Parkes also believed in immigration, and his well-known powers as an orator led to his being sent to England with W. B. Dalley as commissioners of emigration at a salary of £1000 a year each in May 1861. Parkes left his wife and five, soon to become six, children in poverty, on a rented farm at Werrington.[2] Their duties were confined to diffusing information, and Parkes spoke at about 60 meetings at towns in the west and north of England and in Scotland. He felt that he had done good work, but it was difficult to say how much effect his words had. During the 14 months he was in England he met many interesting people, and became in particular friendly with Carlyle and his wife. He returned to Australia in January 1863.

In August he opposed J. B. Darvall at East Maitland and was defeated; but in the following year, was elected for Kiama. In January 1866 the premier, Charles Cowper, resigned in consequence of an amendment moved by Parkes having been carried. Strictly speaking the governor should have asked Parkes whether he could form a government, but Sir James Martin was sent for and Parkes was given the position of Colonial Secretary. This ministry remained in office for nearly three years, from January 1866 to October 1868. An important piece of legislation carried through was the Public Schools Act 1866, introduced by Parkes, of which an essential part was that no man or woman would be allowed to act as a teacher who had not been properly trained in teaching. Provision was also made for the training of teachers, and the act marked a great advance in educational methods. A council of education was formed, and for the first four years after the passing of the act Parkes filled the office of president. In spite of the fears of some of the religious bodies the act worked well, and many new schools were established all over the colony.[5] Parkes also initiated the introduction of nurses from England trained by Florence Nightingale.[2]

In 1867 to 1868 Alfred, Duke of Edinburgh (Queen Victoria's second oldest son) visited the Australian colonies. On 12 March 1868 the Duke was shot in the back by one Henry James O'Farrell. The assassin was Irish, and at the time claimed he was a Fenian. The wound while painful was not fatal. However the Colonial Government overreacted, and despite the Duke's requests for leniency it executed O'Farrell. O'Farrell had, in the meantime, admitted he was not really a member of the Fenians, but by the time of the execution other acts of violence connected with the Fenians (most notably the murder of D'Arcy McGee in Canada) spurred anti-Fenian and anti-Irish Catholic feelings. Parkes pushed anti-Fenianism hard. For a while his claims of a vast Fenian conspiracy in New South Wales was believed, but when nothing further occurred public opinion began to reverse and he was attacked. As a result, his political position was weakened.[7]

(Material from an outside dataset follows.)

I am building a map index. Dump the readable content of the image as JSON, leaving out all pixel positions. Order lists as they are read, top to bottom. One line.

He resigned from the Martin ministry in September 1868, and for the next three and a half years was out of office. In the first year of the Robertson government he moved a want-of-confidence motion which was defeated by four votes. Parkes continued to be one of the most conspicuous figures in the house, and at the 1869 election was returned at the head of the poll for East Sydney. A much larger proportion of assisted Irish immigrants than English or Scotch had been arriving in the colony for many years and Parkes felt there was an element of danger in this. He stated that he had no feeling against the Irish or their religion, but his protestations were without avail and the Irish section of the community became hostile to him.

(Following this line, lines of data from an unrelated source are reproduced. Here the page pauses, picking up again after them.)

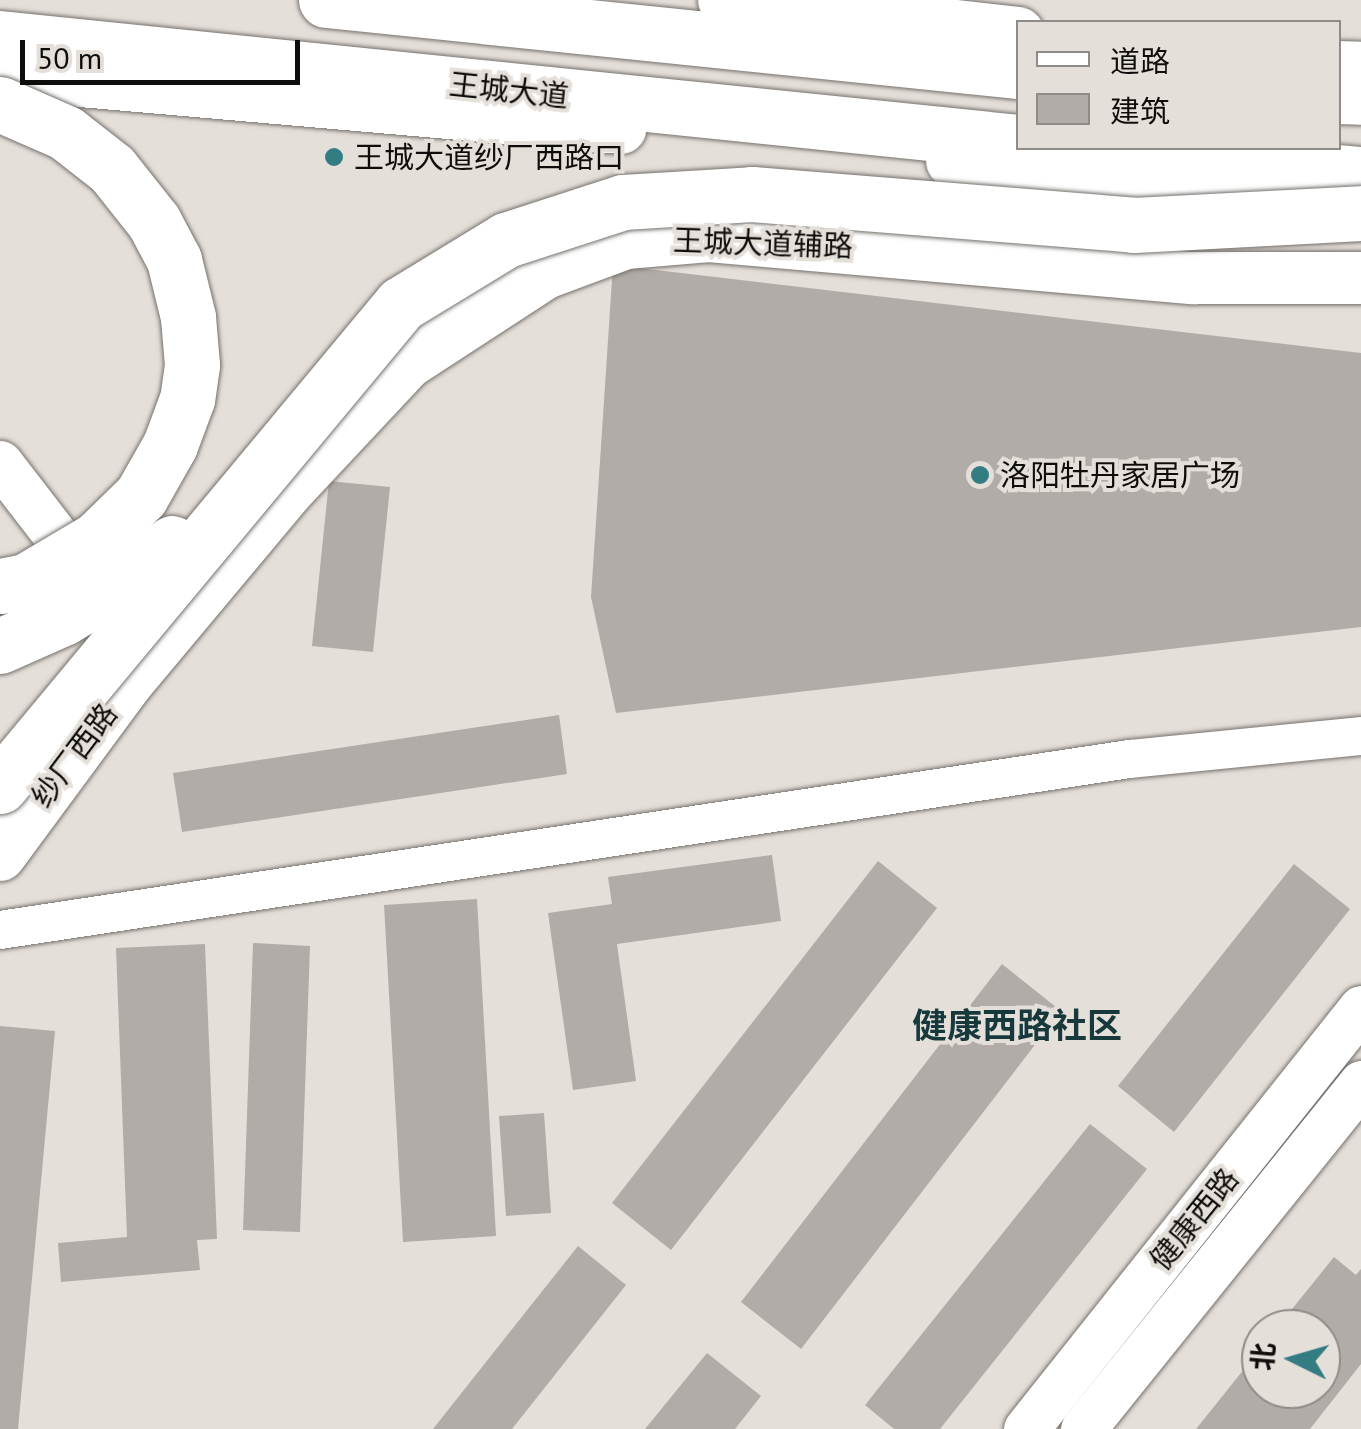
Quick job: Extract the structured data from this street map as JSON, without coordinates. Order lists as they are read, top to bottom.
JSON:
{
  "streets": {
    "highway": ["王城大道"],
    "main road": ["王城大道辅路", "纱厂西路"],
    "street": ["健康西路"]
  },
  "crossings": [
    ["王城大道辅路", "纱厂西路"]
  ],
  "districts": ["健康西路社区"],
  "places": ["王城大道纱厂西路口", "洛阳牡丹家居广场"],
  "legend": ["道路", "建筑"],
  "scale_bar": "50 m",
  "north": "left"
}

Resignation, re-election and first premiership

In 1870 Henry Parkes was again in financial difficulties and was obliged to resign his seat. He had been in business as a merchant in a comparatively large way, and when declared insolvent he had liabilities of £32,000 and assets of £13,300. He was at once re-elected for Kiama, but an extremely hostile article in the Sydney Morning Herald led to his resigning again. The suggestion had been made that his presence in the assembly while in the insolvency court might influence the officials. It was not until December 1871 that a seat could be found for him and he was then elected at a by-election for Mudgee. The Martin-Robertson ministry had involved itself in a petty squabble then with the colony of Victoria over a question of border duties, and Parkes effectively threw ridicule on the proceedings. When parliament met the government was defeated and a dissolution was granted. In the general election which followed Parkes was generally recognized as the leader of the people's party, and the ministry was defeated at the polls. When parliament assembled Parkes was elected leader of the opposition, representing East Sydney.[6] The acting-governor had sent for William Forster before parliament met, but he was unable to form a ministry, and in May 1872 Parkes formed his first ministry which was to last for nearly three years.

Parkes had always been a free-trader and no doubt his convictions were strengthened when in England by contact with Cobden and other leading free traders. During his first administration he so reduced the duties in New South Wales that practically it became a free trade colony. Generally there was a forward policy. Railway and telegraph lines were much extended, and at the same time there was some reduction in taxation.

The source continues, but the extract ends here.